• _Task_
In the listing below, find each line that holds the string "edges" and copy it.

• _Supplied information_
*****
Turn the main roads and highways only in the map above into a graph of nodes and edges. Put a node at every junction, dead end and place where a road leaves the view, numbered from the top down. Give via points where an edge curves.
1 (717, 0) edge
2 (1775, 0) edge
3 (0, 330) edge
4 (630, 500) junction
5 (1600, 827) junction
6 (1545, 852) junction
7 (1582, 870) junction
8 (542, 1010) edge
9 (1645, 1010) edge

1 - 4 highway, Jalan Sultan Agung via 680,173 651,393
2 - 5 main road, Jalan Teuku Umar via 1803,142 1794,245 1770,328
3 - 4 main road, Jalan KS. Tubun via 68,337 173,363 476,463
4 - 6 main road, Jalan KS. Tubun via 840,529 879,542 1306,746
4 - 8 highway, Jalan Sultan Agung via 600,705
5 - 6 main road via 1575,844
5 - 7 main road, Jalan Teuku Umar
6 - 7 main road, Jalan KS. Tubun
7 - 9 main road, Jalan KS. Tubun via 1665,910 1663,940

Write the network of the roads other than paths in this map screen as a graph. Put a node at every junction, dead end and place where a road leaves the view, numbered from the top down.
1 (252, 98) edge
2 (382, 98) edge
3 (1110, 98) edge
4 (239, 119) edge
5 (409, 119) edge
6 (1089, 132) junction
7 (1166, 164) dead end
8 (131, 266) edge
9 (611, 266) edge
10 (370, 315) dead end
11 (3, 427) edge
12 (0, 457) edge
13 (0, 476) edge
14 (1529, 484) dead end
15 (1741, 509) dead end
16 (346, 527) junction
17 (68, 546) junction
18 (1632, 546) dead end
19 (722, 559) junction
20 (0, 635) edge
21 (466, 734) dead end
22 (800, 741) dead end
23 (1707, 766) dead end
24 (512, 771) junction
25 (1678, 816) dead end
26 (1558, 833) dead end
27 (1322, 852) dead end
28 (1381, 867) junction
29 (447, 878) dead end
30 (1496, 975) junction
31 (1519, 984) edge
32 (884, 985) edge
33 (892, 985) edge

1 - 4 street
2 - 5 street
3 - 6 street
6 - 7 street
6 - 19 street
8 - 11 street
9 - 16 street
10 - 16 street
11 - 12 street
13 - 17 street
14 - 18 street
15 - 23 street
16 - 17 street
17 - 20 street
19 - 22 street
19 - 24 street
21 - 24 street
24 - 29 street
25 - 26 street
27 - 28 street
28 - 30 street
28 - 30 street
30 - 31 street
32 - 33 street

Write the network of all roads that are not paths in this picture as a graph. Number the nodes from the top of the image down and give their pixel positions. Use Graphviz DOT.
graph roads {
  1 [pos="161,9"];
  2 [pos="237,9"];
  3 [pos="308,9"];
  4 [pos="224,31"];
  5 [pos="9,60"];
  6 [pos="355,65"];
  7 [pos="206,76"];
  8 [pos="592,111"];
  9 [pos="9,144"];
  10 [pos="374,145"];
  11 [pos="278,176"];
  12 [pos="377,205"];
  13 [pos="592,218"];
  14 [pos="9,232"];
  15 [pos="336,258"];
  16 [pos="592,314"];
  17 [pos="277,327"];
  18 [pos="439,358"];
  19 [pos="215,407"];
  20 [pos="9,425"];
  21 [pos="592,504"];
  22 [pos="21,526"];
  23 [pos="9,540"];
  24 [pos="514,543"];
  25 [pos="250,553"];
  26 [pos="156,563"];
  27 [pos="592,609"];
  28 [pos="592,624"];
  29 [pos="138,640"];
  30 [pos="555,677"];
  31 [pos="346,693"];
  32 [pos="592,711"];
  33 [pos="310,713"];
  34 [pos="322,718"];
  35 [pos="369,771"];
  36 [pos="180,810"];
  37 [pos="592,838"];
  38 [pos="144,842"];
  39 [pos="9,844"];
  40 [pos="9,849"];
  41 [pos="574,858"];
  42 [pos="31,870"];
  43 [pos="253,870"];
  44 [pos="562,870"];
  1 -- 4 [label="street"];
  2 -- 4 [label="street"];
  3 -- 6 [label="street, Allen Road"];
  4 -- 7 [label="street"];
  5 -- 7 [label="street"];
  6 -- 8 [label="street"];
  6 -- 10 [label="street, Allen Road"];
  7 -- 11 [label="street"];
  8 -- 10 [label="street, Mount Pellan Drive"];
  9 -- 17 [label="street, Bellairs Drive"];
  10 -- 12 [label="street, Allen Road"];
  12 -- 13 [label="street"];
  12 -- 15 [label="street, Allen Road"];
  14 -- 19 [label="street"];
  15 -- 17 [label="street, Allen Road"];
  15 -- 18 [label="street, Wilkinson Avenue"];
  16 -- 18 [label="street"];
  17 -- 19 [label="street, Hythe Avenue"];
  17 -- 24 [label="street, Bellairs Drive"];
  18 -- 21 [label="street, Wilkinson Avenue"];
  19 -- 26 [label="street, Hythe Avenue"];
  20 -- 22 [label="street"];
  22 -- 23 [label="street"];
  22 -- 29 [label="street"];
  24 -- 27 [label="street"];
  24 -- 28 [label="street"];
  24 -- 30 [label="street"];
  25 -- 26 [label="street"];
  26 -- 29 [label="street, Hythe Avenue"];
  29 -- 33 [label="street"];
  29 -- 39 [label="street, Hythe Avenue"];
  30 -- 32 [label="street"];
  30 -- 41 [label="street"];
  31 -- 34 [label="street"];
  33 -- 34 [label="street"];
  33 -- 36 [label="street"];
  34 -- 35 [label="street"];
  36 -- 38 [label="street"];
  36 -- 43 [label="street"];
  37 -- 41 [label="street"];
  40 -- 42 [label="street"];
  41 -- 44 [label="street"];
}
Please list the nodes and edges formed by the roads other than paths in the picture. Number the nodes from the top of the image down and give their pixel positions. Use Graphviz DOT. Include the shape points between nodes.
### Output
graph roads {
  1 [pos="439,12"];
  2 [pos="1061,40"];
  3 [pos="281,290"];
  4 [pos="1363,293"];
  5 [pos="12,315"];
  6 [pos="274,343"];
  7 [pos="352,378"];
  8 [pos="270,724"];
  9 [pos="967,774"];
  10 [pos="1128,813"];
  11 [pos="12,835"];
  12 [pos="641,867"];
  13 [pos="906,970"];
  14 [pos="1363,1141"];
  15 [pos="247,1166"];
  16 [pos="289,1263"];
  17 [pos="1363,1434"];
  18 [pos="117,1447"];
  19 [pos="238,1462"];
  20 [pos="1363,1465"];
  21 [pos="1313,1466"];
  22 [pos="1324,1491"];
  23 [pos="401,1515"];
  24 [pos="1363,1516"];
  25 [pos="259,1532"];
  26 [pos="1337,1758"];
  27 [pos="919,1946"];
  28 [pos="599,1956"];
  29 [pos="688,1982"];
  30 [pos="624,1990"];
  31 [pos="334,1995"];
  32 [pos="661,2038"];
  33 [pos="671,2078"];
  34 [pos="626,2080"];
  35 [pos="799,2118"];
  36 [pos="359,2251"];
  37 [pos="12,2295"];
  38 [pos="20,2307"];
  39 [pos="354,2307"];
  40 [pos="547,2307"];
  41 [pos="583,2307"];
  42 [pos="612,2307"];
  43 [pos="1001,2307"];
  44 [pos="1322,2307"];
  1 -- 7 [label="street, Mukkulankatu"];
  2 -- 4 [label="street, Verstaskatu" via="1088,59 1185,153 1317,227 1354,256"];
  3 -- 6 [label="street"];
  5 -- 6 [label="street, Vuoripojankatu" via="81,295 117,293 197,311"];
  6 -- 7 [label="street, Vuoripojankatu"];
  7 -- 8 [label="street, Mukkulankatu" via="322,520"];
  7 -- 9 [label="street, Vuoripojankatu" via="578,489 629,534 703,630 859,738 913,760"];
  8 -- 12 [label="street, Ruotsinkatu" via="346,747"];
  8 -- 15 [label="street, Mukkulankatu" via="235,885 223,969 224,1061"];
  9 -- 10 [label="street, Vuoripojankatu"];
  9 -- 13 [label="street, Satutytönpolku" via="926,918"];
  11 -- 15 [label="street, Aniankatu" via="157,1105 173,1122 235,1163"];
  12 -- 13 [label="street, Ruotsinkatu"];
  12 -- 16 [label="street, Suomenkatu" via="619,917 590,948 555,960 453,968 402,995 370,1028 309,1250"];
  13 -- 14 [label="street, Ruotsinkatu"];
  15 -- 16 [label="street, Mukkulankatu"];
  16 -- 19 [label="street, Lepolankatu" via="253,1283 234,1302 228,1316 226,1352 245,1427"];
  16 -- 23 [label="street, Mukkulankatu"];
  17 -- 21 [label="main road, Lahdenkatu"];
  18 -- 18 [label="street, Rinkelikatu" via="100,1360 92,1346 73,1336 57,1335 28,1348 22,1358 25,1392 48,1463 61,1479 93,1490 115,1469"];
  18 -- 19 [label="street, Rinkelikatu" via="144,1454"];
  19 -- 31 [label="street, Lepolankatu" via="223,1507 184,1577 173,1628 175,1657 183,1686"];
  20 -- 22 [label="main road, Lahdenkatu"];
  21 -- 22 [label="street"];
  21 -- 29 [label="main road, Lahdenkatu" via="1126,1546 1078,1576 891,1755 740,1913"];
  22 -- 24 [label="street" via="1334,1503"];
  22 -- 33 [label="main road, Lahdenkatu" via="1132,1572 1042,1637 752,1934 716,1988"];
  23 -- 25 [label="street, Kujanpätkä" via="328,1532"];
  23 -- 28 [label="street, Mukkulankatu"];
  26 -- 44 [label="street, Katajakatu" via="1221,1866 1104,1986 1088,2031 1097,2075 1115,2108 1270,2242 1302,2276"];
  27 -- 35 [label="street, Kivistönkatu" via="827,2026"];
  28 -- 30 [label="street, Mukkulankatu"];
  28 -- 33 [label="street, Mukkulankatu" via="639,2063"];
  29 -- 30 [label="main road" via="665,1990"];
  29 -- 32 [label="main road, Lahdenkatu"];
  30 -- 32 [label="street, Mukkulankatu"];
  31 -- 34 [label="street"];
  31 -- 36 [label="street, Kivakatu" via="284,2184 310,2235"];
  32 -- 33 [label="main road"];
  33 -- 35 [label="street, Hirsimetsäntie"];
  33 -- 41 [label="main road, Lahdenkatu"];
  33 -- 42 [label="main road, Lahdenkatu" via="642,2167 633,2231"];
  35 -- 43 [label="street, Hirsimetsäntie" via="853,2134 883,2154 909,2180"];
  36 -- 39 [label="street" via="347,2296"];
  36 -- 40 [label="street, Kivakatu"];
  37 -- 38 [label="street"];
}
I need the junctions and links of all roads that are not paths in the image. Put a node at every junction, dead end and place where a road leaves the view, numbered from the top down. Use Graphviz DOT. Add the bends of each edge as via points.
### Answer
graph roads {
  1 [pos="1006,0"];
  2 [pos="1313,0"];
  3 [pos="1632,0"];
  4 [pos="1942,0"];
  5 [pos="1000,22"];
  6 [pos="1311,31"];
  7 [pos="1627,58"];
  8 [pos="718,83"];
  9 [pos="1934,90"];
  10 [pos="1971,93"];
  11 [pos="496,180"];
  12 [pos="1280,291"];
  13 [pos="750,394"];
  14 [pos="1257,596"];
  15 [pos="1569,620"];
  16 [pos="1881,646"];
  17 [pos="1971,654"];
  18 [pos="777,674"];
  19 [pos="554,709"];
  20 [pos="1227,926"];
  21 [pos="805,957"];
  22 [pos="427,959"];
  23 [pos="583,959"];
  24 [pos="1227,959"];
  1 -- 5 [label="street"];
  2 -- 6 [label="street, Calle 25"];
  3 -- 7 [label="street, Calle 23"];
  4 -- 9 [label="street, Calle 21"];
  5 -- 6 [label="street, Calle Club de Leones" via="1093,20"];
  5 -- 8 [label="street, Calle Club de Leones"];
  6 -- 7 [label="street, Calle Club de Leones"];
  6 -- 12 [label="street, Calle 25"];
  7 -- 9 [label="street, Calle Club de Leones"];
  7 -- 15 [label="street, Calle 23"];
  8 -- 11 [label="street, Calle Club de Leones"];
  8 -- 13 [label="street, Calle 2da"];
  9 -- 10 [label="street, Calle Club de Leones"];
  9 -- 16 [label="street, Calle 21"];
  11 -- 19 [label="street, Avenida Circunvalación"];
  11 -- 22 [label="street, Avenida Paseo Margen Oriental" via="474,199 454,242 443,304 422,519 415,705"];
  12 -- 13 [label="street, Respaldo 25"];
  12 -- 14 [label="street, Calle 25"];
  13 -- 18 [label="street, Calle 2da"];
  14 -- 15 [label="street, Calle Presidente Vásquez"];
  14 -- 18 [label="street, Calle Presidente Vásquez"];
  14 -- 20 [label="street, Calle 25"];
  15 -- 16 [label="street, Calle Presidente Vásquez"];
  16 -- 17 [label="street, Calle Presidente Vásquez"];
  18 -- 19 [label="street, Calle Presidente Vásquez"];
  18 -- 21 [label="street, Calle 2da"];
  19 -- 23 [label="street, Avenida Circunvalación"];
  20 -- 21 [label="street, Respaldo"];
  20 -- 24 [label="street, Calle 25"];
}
*****
• _Solution below_
Turn the main roads and highways only in the map above into a graph of nodes and edges. Put a node at every junction, dead end and place where a road leaves the view, numbered from the top down. Give via points where an edge curves.
Please list the nodes and edges formed by the roads other than paths in the picture. Number the nodes from the top of the image down and give their pixel positions. Use Graphviz DOT. Include the shape points between nodes.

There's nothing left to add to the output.